PROBLEM REQUIREMENTS
Every line of the data that includes "junctions" should be copied out.

======== EXTRACTED ENTRIES ========

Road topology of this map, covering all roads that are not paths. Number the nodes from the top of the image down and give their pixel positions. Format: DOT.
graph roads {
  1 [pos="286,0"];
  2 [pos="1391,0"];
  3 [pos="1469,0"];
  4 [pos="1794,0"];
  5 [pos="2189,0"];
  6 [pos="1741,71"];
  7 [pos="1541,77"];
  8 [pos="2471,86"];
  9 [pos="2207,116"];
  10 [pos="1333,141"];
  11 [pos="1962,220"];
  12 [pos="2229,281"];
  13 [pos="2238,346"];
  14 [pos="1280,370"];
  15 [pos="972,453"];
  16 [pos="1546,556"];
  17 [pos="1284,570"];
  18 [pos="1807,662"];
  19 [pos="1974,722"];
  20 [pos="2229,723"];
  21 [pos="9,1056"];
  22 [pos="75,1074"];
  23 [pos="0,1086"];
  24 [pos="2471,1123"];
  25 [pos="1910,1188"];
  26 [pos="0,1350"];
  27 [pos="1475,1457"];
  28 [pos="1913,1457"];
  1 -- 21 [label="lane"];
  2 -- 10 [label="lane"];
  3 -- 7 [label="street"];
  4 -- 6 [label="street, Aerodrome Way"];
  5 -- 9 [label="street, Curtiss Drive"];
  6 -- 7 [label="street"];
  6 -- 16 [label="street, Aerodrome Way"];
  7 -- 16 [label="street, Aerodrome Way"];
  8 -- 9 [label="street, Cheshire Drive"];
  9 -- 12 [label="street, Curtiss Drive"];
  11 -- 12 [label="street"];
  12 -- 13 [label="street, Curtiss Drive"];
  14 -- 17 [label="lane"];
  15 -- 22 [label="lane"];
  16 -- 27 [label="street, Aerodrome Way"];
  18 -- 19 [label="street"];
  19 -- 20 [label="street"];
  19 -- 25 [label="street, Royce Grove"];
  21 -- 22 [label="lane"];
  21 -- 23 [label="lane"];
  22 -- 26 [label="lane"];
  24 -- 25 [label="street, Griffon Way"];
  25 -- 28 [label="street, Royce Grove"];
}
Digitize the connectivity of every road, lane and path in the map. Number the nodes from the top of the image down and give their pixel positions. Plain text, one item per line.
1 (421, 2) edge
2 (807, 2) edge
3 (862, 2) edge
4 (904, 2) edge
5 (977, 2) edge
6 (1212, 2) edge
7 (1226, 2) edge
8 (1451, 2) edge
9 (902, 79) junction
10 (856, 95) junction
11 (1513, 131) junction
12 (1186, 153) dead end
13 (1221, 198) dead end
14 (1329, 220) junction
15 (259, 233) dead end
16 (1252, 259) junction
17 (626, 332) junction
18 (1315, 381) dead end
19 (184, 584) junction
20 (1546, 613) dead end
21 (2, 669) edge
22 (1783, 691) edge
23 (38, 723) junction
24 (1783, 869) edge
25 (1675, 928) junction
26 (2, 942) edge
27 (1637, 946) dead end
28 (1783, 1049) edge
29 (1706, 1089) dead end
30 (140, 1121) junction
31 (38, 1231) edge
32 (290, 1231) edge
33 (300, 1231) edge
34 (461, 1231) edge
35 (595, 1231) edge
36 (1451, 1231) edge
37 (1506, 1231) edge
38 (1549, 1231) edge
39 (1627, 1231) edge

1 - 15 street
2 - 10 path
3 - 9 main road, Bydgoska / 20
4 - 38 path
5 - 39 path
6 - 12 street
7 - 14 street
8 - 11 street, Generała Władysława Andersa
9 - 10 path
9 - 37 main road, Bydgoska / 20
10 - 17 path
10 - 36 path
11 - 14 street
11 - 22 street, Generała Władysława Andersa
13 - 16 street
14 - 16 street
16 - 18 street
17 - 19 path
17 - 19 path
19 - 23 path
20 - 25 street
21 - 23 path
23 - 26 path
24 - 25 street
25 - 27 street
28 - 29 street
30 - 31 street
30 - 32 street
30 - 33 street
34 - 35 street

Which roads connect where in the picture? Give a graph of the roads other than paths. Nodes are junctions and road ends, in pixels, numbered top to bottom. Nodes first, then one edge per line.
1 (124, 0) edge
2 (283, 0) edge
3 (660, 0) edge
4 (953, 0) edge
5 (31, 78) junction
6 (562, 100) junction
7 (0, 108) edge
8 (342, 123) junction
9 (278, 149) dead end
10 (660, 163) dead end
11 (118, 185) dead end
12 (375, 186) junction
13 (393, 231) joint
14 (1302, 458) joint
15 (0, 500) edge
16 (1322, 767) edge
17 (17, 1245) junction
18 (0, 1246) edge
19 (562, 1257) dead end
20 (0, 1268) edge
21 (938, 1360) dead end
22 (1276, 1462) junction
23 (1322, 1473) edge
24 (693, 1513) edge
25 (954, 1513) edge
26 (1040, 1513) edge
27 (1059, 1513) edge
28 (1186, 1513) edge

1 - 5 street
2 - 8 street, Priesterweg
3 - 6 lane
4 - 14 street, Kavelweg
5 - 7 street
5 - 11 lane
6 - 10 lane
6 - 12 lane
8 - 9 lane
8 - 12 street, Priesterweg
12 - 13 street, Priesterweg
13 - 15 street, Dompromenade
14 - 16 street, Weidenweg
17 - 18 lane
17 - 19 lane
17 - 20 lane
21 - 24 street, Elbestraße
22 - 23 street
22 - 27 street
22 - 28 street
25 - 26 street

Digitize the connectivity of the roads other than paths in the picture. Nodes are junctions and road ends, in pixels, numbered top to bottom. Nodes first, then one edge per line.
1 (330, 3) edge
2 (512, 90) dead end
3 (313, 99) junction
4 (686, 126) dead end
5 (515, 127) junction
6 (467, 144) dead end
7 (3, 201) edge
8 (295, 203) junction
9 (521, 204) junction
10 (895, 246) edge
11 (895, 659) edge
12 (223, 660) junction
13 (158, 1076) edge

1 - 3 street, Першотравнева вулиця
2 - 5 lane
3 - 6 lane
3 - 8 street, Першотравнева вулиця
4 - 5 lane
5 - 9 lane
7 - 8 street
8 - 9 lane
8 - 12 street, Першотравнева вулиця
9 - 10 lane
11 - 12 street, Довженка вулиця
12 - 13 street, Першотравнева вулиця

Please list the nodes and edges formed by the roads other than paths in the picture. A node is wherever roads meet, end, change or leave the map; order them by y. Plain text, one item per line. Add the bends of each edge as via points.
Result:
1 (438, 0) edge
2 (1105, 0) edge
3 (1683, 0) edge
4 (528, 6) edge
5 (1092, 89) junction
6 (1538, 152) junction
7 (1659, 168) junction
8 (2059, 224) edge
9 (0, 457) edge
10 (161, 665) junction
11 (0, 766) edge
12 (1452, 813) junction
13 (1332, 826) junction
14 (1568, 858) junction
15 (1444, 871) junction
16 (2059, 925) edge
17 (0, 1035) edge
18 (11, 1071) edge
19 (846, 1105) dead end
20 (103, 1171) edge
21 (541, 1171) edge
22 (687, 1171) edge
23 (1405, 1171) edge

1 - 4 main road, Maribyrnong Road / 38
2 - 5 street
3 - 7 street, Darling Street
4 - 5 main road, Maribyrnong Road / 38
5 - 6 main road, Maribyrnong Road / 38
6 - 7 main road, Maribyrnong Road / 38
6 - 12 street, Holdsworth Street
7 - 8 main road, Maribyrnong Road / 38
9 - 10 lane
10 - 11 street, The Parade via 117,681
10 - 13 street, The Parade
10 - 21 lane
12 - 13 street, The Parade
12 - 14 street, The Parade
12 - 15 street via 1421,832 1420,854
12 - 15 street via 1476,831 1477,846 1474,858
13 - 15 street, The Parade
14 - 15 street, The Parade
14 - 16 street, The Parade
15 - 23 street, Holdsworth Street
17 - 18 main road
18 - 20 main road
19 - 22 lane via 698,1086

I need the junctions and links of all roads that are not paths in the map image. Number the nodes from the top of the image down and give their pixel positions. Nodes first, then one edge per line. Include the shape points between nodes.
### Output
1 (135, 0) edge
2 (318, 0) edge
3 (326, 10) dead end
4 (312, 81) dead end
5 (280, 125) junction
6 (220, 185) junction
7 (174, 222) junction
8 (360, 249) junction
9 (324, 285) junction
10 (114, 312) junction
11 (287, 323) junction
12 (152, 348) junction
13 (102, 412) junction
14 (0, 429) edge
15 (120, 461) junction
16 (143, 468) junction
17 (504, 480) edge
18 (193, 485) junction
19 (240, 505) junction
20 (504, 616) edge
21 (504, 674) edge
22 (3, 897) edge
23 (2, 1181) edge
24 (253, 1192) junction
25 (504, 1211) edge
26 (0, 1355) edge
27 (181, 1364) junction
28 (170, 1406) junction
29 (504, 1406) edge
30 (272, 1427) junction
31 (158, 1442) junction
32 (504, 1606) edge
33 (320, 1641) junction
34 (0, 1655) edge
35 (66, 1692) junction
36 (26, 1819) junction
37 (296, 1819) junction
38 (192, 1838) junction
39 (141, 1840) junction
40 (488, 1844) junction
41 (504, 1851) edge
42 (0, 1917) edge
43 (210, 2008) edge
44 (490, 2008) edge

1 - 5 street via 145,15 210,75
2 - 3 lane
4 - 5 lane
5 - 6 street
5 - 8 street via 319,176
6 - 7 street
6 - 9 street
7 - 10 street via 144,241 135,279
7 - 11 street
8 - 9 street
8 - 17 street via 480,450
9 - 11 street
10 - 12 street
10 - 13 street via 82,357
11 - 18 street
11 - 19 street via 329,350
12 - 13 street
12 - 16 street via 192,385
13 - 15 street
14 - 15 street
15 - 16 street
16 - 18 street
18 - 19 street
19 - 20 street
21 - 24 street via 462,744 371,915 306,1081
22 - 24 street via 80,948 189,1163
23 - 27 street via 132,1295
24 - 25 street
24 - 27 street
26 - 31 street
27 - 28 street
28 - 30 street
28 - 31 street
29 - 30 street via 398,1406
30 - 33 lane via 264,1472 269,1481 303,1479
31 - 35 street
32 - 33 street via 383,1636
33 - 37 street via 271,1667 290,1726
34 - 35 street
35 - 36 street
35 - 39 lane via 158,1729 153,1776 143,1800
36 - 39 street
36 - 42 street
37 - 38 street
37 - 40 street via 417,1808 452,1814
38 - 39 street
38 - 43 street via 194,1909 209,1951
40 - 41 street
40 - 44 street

========

SOLUTION FOR THIS PROBLEM
Which roads connect where in the picture? Give a graph of the roads other than paths. Nodes are junctions and road ends, in pixels, numbered top to bottom. Nodes first, then one edge per line.
Digitize the connectivity of the roads other than paths in the picture. Nodes are junctions and road ends, in pixels, numbered top to bottom. Nodes first, then one edge per line.
I need the junctions and links of all roads that are not paths in the map image. Number the nodes from the top of the image down and give their pixel positions. Nodes first, then one edge per line. Include the shape points between nodes.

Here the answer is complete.